Add x86-specific instruction for i64x2 multiplication

Without this special instruction, legalizing to the AVX512 instruction AND the SSE instruction sequence is impossible. This extra instruction would be rendered unnecessary by the x64 backend.
2020-05-20 16:17:16 -07:00
parent 8701645493
commit 9ba9fd0f64
6 changed files with 35 additions and 3 deletions
--- a/cranelift/codegen/meta/src/isa/x86/encodings.rs
+++ b/cranelift/codegen/meta/src/isa/x86/encodings.rs
@@ -1645,6 +1645,7 @@ fn define_simd(
    let x86_pmaxu = x86.by_name("x86_pmaxu");
    let x86_pmins = x86.by_name("x86_pmins");
    let x86_pminu = x86.by_name("x86_pminu");
    let x86_pmullq = x86.by_name("x86_pmullq");
    let x86_pshufb = x86.by_name("x86_pshufb");
    let x86_pshufd = x86.by_name("x86_pshufd");
    let x86_psll = x86.by_name("x86_psll");
@@ -2101,9 +2102,8 @@ fn define_simd(
    // SIMD integer multiplication for I64x2 using a AVX512.
    {
        let imul = imul.bind(vector(I64, sse_vector_size));
        e.enc_32_64_maybe_isap(
-            imul,
+            x86_pmullq,
            rec_evex_reg_vvvv_rm_128.opcodes(&PMULLQ).w(),
            Some(use_avx512dq_simd), // TODO need an OR predicate to join with AVX512VL
        );
--- a/cranelift/codegen/meta/src/isa/x86/instructions.rs
+++ b/cranelift/codegen/meta/src/isa/x86/instructions.rs
@@ -532,6 +532,23 @@ pub(crate) fn define(
        .operands_out(vec![a]),
    );
    let x = &Operand::new("x", I64x2);
    let y = &Operand::new("y", I64x2);
    let a = &Operand::new("a", I64x2);
    ig.push(
        Inst::new(
            "x86_pmullq",
            r#"
        Multiply Packed Integers -- Multiply two 64x2 integers and receive a 64x2 result with
        lane-wise wrapping if the result overflows.

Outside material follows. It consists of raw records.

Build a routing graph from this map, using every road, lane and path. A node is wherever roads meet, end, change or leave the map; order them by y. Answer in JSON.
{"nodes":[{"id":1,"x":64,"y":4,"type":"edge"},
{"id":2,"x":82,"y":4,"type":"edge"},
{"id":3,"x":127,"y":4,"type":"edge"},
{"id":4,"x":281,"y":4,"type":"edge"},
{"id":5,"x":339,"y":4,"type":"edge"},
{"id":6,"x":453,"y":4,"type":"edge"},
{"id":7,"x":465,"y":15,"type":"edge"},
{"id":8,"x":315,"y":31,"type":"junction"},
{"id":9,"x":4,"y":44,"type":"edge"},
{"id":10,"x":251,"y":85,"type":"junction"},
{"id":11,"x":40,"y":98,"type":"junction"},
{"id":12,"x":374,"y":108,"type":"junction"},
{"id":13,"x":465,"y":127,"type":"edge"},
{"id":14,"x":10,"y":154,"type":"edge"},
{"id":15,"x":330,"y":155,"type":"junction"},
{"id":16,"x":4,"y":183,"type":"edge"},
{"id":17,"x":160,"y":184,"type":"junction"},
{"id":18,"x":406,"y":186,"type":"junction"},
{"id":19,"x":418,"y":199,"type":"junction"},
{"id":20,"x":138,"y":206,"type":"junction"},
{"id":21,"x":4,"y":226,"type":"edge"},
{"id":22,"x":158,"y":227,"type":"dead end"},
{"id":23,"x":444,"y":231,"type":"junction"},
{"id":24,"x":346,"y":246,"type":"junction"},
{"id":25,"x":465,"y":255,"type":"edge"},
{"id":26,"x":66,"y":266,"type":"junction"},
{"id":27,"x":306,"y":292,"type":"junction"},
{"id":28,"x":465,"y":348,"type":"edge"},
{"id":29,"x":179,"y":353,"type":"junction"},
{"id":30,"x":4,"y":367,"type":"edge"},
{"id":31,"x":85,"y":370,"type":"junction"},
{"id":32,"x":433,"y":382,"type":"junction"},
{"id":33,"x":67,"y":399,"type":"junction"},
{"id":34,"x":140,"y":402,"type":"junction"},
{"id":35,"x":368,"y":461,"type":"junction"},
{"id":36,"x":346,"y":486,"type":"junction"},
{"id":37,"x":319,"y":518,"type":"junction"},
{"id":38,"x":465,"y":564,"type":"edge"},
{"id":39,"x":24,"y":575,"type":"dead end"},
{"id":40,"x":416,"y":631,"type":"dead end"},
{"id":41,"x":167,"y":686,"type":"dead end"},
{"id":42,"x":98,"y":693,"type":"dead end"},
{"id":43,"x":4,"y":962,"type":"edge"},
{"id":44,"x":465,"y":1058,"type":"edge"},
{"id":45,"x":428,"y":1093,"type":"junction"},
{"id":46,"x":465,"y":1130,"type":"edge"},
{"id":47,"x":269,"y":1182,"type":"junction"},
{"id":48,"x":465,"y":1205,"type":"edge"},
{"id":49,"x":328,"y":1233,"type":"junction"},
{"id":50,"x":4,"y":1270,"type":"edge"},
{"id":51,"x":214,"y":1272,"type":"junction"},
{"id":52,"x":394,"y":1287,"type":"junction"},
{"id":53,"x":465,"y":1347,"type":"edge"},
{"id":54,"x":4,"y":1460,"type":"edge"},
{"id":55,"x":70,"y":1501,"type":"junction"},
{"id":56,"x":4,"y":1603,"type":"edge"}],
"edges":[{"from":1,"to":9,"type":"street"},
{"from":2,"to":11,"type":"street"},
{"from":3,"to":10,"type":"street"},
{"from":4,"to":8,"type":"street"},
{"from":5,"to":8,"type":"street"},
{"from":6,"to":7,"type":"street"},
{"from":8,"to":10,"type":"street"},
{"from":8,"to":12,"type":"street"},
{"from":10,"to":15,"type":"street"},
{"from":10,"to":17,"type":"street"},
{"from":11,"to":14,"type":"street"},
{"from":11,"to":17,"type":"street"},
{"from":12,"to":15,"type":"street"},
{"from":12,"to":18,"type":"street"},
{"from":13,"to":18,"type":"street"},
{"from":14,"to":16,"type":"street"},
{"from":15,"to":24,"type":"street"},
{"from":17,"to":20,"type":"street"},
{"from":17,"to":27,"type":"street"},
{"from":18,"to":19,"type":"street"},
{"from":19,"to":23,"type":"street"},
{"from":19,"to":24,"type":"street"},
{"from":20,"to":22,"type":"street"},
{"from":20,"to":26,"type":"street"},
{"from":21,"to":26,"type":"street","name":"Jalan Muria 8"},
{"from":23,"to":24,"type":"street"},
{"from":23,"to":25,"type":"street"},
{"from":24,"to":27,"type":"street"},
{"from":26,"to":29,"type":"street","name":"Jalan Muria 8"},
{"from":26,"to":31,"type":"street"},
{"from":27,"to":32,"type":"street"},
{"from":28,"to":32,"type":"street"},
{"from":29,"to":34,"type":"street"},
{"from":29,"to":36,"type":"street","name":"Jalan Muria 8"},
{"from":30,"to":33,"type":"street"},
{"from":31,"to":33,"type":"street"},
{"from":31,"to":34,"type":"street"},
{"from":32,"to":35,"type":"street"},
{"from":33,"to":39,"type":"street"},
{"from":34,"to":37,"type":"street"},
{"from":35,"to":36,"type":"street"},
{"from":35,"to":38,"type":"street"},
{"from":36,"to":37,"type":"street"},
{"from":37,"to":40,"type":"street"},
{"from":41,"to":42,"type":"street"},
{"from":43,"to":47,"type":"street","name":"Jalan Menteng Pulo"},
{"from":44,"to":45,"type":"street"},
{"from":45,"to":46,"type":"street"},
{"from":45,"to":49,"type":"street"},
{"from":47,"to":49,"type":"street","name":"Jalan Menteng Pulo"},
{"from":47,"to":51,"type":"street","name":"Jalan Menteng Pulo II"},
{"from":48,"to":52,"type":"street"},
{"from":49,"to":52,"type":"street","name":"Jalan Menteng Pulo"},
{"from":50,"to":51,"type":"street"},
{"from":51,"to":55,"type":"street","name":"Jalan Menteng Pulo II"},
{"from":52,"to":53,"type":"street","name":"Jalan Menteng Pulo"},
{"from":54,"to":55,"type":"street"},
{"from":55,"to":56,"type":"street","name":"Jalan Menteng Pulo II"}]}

This instruction is necessary to add distinct
        encodings for CPUs with newer vector features.
        "#,
            &formats.binary,
        )
        .operands_in(vec![x, y])
        .operands_out(vec![a]),
    );
    let x = &Operand::new("x", TxN);
    let y = &Operand::new("y", TxN);
    let f = &Operand::new("f", iflags);
--- a/cranelift/codegen/meta/src/isa/x86/legalize.rs
+++ b/cranelift/codegen/meta/src/isa/x86/legalize.rs
@@ -359,6 +359,7 @@ fn define_simd(shared: &mut SharedDefinitions, x86_instructions: &InstructionGro
    let icmp = insts.by_name("icmp");
    let imax = insts.by_name("imax");
    let imin = insts.by_name("imin");
    let imul = insts.by_name("imul");
    let ineg = insts.by_name("ineg");
    let insertlane = insts.by_name("insertlane");
    let ishl = insts.by_name("ishl");
@@ -763,6 +764,12 @@ fn define_simd(shared: &mut SharedDefinitions, x86_instructions: &InstructionGro
        );
    }
    // SIMD imul
    {
        let imul = imul.bind(vector(I64, sse_vector_size));
        narrow.legalize(def!(c = imul(a, b)), vec![def!(c = x86_pmullq(a, b))]);
    }
    narrow.custom_legalize(shuffle, "convert_shuffle");
    narrow.custom_legalize(extractlane, "convert_extractlane");
    narrow.custom_legalize(insertlane, "convert_insertlane");
--- a/cranelift/codegen/src/isa/aarch64/lower_inst.rs
+++ b/cranelift/codegen/src/isa/aarch64/lower_inst.rs
@@ -1911,6 +1911,7 @@ pub(crate) fn lower_insn_to_regs<C: LowerCtx<I = Inst>>(
        | Opcode::X86Pmaxu
        | Opcode::X86Pmins
        | Opcode::X86Pminu
        | Opcode::X86Pmullq
        | Opcode::X86Packss
        | Opcode::X86Punpckh
        | Opcode::X86Punpckl
--- a/cranelift/filetests/filetests/isa/x86/simd-arithmetic-legalize.clif
+++ b/cranelift/filetests/filetests/isa/x86/simd-arithmetic-legalize.clif
@@ -69,3 +69,10 @@ block0:
    ; nextln: v1 = band v0, v4
    return
 }
 function %imul(i64x2, i64x2) {
 block0(v0:i64x2, v1:i64x2):
    v2 = imul v0, v1
    ; check: v2 = x86_pmullq v0, v1
    return
 }
--- a/cranelift/filetests/filetests/isa/x86/simd-avx512-arithmetic-binemit.clif
+++ b/cranelift/filetests/filetests/isa/x86/simd-avx512-arithmetic-binemit.clif
@@ -6,7 +6,7 @@ function %imul_i64x2() {
 block0:
    [-, %xmm1]    v0 = vconst.i64x2 [1 2]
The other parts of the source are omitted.